● Exercise aim
Scan the data, and whenever a line contains "edges", copy it.

====

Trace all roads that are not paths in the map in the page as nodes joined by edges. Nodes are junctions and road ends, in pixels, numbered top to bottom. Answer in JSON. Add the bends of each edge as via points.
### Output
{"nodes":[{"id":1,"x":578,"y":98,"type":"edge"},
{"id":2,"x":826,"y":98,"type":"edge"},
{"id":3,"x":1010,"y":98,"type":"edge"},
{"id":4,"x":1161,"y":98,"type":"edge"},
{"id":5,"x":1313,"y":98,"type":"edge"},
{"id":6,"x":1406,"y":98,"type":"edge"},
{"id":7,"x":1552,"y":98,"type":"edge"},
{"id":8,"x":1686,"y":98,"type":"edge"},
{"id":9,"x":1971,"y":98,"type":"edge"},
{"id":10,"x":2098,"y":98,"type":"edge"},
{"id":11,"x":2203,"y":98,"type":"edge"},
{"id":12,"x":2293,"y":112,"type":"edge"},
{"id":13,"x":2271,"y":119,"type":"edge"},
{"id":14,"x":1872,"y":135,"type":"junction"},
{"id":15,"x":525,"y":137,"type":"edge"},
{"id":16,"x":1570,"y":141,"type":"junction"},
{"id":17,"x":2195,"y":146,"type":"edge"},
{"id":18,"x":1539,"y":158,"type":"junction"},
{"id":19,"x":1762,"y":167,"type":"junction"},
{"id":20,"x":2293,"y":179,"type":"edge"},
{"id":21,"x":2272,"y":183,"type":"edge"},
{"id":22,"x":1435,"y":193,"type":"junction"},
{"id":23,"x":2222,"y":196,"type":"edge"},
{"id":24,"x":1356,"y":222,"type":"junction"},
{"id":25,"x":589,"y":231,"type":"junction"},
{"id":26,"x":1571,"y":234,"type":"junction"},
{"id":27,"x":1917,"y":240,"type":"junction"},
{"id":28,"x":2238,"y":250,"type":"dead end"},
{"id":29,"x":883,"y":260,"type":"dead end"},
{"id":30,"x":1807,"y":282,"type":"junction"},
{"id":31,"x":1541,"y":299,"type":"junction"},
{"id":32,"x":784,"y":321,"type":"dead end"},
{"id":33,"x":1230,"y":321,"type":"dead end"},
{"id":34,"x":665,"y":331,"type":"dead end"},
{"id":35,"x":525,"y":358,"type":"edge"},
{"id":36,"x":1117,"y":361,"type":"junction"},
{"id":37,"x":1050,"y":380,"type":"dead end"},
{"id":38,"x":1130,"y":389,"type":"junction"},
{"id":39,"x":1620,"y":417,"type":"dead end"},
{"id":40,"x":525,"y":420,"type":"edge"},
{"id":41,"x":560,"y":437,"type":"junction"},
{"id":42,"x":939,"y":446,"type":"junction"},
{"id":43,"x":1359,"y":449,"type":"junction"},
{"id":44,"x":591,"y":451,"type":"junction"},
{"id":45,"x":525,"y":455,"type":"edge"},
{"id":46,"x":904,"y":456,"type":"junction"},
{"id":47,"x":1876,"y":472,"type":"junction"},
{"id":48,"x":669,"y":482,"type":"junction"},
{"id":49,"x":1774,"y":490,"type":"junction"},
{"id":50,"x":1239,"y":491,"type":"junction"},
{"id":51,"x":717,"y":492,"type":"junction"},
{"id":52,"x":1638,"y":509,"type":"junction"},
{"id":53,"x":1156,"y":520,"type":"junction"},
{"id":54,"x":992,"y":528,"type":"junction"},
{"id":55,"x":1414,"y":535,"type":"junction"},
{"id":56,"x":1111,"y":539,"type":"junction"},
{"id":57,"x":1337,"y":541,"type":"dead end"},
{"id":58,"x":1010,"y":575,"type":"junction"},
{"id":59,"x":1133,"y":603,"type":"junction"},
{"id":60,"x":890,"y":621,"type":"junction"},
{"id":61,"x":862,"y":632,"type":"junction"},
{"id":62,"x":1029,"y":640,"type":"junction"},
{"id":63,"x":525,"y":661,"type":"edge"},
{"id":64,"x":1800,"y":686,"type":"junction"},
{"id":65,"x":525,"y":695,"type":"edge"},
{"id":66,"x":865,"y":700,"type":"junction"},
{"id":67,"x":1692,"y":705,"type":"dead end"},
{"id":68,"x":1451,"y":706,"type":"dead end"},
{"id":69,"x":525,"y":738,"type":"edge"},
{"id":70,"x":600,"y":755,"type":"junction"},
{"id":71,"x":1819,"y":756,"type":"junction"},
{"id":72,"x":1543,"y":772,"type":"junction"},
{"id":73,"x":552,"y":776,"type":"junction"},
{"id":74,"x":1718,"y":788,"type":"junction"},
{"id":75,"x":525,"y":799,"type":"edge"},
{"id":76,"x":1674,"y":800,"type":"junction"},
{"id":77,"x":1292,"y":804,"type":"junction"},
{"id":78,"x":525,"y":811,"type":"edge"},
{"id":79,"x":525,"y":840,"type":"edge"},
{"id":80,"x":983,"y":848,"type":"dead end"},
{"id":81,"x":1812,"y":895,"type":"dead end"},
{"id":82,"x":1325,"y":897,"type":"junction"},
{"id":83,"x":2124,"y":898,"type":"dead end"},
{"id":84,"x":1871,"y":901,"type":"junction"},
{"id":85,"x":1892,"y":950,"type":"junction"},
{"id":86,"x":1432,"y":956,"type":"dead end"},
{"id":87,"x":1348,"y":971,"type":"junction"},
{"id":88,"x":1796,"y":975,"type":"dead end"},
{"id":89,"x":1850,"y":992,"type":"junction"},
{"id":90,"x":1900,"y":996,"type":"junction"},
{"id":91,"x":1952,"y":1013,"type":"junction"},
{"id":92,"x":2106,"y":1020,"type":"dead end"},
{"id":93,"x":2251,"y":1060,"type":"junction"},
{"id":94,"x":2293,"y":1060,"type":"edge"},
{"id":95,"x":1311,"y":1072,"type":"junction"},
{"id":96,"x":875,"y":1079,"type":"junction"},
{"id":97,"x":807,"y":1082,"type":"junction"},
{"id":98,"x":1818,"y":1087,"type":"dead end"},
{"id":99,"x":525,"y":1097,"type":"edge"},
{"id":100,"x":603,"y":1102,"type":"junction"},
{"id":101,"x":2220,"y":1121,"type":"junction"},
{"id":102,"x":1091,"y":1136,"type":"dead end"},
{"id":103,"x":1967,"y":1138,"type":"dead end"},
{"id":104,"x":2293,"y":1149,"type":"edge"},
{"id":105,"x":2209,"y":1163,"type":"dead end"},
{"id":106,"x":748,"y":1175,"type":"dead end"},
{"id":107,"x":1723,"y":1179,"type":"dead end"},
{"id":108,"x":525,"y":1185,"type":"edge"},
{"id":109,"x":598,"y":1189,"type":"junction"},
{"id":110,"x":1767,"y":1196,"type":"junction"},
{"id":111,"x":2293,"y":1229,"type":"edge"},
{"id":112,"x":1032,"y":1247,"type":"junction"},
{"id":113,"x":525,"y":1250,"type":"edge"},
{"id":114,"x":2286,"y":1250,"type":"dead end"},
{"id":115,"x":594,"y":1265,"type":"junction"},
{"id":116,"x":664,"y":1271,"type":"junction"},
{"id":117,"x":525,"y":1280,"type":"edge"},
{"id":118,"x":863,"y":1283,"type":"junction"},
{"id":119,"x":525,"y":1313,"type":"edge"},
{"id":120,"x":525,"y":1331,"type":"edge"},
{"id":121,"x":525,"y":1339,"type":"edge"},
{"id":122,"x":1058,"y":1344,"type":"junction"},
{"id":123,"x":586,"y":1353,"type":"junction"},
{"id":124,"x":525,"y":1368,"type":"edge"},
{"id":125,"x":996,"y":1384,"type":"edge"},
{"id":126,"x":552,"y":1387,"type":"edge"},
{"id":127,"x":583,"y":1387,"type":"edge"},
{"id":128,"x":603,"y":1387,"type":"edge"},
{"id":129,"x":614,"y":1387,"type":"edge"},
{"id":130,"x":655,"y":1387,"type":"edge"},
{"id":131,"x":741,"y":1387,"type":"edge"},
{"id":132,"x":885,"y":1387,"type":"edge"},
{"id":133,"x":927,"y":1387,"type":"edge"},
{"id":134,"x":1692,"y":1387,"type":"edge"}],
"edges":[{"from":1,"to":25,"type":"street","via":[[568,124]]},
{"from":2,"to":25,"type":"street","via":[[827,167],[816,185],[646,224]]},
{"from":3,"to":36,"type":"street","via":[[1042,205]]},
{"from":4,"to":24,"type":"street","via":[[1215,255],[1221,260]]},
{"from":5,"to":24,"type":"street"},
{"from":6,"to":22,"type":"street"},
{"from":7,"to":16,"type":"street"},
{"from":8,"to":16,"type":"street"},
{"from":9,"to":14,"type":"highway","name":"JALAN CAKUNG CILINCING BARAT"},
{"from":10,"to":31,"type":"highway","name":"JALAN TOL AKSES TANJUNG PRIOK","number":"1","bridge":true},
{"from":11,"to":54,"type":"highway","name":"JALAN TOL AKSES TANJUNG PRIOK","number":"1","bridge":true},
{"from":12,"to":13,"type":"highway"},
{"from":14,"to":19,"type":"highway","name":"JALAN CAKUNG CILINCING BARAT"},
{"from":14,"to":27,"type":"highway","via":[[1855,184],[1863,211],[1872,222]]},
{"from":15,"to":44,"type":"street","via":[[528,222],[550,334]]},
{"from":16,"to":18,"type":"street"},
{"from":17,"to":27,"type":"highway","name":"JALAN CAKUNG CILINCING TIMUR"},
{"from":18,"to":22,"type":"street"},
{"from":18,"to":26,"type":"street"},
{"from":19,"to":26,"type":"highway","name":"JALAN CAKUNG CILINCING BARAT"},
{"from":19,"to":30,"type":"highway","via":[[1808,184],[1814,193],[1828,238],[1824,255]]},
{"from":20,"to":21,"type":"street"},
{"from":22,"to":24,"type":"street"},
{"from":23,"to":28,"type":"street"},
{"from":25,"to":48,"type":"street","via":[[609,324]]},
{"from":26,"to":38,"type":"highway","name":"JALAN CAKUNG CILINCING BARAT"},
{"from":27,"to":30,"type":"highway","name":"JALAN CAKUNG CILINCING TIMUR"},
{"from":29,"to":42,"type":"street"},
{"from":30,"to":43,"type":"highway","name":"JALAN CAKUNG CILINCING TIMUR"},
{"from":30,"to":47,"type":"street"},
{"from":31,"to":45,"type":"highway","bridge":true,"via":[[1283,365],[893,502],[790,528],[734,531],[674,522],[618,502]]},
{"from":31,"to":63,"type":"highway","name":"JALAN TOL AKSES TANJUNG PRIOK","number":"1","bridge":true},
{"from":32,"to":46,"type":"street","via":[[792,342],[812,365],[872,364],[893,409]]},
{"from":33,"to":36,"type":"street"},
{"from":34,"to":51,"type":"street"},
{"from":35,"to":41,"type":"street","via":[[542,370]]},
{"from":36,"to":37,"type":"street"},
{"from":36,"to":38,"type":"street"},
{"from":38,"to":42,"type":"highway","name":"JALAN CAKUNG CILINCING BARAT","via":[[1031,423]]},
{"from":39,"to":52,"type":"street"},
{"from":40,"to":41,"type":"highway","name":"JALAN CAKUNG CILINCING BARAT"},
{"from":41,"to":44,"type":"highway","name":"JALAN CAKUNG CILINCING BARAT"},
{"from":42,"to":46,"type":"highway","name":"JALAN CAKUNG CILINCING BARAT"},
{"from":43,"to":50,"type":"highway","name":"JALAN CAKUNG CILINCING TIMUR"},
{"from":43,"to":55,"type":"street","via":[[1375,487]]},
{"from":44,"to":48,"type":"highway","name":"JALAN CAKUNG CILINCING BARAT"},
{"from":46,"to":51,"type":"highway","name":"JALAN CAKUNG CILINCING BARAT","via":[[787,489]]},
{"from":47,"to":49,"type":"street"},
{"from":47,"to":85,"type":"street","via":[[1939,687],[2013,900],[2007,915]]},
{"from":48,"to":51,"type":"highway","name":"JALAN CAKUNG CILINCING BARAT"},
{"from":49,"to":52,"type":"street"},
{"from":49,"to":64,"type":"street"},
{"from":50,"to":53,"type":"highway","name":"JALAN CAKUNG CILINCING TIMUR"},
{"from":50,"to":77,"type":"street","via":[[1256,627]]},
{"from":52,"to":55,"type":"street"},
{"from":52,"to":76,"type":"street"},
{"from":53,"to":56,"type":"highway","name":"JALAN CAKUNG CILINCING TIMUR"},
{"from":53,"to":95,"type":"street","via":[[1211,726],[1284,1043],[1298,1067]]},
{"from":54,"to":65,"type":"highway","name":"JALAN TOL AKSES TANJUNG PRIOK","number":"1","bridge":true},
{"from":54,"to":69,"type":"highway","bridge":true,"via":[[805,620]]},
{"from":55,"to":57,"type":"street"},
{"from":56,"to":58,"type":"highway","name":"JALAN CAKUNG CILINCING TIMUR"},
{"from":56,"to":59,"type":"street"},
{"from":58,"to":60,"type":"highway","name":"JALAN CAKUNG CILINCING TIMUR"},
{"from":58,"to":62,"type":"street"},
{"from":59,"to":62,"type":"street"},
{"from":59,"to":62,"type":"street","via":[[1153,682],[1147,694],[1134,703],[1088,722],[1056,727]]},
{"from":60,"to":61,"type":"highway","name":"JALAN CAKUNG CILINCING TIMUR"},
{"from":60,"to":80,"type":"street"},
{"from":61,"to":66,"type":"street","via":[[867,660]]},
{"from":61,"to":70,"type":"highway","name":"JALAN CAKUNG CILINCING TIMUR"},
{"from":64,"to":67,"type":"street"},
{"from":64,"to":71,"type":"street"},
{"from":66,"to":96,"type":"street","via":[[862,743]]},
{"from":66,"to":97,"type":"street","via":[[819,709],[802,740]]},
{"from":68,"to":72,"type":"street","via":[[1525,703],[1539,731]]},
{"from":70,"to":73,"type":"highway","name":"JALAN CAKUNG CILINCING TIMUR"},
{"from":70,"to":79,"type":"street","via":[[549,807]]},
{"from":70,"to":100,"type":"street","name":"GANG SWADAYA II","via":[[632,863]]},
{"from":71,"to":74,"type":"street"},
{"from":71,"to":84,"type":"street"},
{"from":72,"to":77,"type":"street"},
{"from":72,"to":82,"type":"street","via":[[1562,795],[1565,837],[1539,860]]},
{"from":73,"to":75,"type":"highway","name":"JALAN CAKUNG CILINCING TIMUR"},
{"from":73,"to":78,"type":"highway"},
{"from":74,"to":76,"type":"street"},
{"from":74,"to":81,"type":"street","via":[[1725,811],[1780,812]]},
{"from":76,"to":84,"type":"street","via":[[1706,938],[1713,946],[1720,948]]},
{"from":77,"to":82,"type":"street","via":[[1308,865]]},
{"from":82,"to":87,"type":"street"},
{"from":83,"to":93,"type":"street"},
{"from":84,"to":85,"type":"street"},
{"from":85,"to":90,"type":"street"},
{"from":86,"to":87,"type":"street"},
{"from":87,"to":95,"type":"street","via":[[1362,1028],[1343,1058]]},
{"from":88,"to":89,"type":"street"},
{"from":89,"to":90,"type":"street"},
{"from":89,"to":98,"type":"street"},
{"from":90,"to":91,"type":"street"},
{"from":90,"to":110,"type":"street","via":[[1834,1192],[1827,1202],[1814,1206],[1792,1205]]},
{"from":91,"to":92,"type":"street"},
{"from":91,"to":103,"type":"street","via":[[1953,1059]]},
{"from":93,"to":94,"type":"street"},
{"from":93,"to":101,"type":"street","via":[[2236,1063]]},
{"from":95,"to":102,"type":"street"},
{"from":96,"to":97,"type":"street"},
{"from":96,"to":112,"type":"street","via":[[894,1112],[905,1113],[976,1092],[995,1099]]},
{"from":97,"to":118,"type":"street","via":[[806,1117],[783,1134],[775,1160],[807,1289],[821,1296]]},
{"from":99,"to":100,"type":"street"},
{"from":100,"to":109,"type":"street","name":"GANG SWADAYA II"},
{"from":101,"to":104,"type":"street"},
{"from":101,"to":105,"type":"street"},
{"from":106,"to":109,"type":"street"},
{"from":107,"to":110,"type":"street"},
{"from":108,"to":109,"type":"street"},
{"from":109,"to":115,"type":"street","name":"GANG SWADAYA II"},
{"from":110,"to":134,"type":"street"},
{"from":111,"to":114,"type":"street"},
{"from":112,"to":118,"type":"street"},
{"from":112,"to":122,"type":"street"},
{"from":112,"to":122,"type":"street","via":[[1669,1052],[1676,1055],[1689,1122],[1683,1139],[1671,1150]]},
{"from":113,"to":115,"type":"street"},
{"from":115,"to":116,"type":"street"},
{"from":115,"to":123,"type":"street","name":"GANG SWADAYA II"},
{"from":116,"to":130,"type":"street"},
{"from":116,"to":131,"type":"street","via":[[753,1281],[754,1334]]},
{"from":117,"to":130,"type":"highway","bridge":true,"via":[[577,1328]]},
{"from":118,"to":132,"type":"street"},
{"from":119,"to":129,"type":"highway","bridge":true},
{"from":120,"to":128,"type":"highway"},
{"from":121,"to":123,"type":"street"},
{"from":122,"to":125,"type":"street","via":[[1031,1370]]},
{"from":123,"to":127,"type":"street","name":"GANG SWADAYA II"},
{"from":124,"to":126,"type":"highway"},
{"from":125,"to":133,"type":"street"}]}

====

● Written response
Trace all roads that are not paths in the map in the page as nodes joined by edges. Nodes are junctions and road ends, in pixels, numbered top to bottom. Answer in JSON. Add the bends of each edge as via points.
"edges":[{"from":1,"to":25,"type":"street","via":[[568,124]]},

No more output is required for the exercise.